Thank you, Chair.
Thank you to our witnesses for being here today. I think it's important that the value chain round tables have a voice in this study of supply chain management, particularly as we're focusing on the red meat sector at the beginning.
The government feels that value chain round tables are big contributors to the industry, and they work very well with government as well, so you're filling an important role.
I'm glad to hear—I think Travis was saying—that there is growth in the value chain round tables. I think that's a good thing.
When we started this study, before we moved into the red meat sector, we sort of did an overview, and now we're focusing on the red meat sector. The value chain is quite long, of course, and it branches at many different places. What I'd like to know is—and maybe I'll just start on the beef side, because we did go to see a slaughterhouse in Guelph—where does the value chain round table see it can have the most impact in the value chain itself?

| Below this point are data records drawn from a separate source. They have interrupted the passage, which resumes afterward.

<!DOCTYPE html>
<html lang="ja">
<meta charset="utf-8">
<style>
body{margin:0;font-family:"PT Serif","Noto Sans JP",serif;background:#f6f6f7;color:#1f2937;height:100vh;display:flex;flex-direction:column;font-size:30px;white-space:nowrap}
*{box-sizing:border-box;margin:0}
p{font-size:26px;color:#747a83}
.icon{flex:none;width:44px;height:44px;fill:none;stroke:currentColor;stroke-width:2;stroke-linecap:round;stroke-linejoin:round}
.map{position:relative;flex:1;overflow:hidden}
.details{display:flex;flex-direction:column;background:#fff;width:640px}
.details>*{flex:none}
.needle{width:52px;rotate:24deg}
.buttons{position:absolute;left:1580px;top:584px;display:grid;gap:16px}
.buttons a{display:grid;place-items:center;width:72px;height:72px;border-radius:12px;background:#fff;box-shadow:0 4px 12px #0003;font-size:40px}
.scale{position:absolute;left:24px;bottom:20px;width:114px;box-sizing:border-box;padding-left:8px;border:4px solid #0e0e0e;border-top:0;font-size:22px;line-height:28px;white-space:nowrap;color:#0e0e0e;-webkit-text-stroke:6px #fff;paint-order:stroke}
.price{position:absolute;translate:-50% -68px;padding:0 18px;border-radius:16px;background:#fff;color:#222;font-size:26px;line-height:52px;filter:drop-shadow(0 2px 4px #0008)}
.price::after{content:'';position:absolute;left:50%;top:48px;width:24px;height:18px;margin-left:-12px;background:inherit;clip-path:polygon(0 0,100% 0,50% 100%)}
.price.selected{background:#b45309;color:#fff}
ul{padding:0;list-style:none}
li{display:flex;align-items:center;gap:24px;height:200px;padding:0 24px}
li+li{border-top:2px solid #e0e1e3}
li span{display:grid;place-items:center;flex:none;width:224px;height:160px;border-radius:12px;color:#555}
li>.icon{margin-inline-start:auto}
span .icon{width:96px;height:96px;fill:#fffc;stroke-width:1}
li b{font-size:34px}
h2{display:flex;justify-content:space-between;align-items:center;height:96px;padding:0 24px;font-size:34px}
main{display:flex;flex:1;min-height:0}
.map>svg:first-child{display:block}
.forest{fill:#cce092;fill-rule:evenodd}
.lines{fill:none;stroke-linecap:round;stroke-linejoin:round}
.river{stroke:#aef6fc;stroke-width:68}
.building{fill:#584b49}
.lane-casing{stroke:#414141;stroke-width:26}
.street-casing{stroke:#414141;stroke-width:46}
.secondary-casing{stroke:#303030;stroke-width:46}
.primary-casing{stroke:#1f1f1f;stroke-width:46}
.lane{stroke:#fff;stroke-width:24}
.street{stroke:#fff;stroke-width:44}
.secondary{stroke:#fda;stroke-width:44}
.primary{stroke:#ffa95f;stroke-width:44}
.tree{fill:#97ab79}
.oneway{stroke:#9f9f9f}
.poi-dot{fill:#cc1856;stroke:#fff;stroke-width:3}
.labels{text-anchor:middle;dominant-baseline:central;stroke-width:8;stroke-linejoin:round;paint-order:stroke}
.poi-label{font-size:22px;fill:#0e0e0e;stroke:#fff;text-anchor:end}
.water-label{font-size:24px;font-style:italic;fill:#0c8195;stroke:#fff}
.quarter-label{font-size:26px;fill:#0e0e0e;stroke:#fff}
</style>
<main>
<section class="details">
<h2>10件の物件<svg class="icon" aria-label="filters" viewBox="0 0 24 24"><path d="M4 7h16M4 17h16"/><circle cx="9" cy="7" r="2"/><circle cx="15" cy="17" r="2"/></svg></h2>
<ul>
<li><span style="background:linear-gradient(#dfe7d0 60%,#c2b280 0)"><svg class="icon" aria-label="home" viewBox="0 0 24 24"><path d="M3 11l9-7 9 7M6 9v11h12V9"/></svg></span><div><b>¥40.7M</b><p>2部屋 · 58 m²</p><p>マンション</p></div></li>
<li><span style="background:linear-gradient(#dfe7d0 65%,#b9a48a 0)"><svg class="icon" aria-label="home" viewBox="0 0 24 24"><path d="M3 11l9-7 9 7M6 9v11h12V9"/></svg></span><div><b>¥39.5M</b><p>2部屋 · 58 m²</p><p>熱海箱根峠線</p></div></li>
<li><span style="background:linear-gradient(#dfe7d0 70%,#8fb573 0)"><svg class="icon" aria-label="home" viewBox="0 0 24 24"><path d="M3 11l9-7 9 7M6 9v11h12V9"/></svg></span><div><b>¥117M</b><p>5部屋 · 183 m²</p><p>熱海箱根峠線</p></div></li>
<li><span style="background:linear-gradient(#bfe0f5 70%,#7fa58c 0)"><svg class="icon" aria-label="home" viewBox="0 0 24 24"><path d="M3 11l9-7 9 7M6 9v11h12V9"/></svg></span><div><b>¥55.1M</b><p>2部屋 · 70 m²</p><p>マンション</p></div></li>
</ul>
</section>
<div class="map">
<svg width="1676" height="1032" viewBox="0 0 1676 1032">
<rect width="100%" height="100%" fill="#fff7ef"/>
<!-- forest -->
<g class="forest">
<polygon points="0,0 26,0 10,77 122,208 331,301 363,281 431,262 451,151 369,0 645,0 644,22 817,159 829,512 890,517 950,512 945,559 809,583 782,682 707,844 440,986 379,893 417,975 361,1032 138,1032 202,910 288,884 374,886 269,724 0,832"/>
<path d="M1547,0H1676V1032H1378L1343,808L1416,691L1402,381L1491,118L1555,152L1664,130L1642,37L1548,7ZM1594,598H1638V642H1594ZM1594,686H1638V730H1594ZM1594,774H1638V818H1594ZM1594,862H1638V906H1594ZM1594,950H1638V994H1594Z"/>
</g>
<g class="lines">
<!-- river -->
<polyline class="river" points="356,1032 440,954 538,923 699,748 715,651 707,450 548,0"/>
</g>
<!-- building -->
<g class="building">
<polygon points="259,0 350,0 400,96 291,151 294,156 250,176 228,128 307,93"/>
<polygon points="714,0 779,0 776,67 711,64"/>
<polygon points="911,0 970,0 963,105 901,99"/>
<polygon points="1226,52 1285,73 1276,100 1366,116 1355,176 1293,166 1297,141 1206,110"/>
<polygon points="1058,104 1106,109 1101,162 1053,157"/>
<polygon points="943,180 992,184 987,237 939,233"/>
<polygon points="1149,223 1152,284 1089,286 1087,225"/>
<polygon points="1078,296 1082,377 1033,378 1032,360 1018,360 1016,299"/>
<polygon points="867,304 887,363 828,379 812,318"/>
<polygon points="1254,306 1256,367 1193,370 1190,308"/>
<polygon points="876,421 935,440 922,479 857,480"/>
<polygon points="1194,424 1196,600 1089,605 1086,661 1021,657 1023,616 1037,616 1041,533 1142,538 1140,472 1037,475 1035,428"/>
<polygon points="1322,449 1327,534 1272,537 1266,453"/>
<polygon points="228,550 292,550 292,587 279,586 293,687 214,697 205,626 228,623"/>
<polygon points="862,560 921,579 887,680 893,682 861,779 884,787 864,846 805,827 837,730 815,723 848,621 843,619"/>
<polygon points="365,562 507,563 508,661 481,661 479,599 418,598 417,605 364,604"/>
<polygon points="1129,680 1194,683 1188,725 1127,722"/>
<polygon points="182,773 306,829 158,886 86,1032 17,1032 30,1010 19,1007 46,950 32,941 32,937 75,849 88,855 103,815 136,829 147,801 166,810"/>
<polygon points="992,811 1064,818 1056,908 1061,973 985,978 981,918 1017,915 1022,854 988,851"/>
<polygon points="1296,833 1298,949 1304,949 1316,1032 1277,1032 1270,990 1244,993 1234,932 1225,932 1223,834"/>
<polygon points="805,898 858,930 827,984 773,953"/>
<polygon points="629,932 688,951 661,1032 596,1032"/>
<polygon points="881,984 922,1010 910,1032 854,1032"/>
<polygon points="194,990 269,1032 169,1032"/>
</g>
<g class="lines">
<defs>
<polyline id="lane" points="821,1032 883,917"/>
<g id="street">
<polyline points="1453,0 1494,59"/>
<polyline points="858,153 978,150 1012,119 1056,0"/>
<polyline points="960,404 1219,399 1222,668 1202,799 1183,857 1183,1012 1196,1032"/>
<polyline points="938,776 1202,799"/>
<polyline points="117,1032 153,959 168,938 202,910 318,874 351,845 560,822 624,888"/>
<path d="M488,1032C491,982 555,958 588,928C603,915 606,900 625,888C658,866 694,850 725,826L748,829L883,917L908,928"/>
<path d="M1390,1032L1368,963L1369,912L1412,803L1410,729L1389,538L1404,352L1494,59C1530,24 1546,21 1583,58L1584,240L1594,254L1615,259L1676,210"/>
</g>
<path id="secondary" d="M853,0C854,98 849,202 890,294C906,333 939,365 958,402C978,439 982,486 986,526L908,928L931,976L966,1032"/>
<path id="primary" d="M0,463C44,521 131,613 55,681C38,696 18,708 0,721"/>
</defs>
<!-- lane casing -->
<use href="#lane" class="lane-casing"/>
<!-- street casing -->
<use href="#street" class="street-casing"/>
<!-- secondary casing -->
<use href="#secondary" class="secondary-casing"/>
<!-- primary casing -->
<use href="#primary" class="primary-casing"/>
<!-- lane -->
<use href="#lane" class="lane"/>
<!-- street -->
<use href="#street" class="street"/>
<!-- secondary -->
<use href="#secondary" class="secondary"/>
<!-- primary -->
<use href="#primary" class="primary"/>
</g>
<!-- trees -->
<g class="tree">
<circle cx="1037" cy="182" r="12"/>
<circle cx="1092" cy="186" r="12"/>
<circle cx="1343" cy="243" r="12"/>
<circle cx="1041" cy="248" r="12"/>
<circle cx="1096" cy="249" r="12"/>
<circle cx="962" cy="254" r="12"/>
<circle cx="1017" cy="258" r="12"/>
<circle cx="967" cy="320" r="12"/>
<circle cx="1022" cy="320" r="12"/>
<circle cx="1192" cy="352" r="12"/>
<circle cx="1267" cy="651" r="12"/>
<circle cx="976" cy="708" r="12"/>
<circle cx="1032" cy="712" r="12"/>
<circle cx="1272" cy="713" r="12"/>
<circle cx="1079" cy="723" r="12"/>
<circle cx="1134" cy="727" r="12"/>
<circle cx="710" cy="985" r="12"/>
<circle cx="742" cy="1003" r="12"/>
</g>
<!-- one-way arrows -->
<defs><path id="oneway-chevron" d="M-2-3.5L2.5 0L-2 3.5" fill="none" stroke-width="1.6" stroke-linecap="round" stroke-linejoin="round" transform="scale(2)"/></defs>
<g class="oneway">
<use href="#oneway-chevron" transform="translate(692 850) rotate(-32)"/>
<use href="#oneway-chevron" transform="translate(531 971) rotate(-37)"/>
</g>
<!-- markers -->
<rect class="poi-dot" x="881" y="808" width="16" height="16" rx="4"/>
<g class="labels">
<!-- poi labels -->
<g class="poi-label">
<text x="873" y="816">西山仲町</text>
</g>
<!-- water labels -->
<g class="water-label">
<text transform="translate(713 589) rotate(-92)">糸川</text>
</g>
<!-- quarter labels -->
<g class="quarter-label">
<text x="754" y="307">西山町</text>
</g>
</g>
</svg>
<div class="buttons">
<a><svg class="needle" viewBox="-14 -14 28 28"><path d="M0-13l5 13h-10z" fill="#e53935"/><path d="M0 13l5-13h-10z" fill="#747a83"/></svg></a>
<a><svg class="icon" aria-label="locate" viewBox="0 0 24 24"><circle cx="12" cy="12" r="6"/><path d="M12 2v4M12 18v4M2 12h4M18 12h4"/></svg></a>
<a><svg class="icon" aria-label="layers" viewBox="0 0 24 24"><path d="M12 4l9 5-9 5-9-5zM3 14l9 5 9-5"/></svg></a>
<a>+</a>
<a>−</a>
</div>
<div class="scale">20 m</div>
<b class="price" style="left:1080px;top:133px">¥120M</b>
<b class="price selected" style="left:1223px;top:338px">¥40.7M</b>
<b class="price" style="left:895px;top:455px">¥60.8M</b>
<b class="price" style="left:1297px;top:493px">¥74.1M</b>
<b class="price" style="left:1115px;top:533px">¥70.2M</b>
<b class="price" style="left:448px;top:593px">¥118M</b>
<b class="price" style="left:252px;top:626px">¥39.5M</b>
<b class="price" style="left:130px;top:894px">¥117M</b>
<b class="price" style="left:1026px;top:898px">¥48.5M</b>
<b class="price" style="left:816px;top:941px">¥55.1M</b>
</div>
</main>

It starts at the farm. It works its way through feedlots. It gets into the slaughterhouse. Of course it can branch there. You can get products being sent straight to retailers, which people see perhaps on grocery store shelves. It can go to butchers. It can go to restaurants. It can go to further food processing. How far along that chain do you actually look, when you're looking at ways that you can bring value to the value chain?
I'll start with the beef side, and then maybe I'll ask the same question of pork, and then of sheep.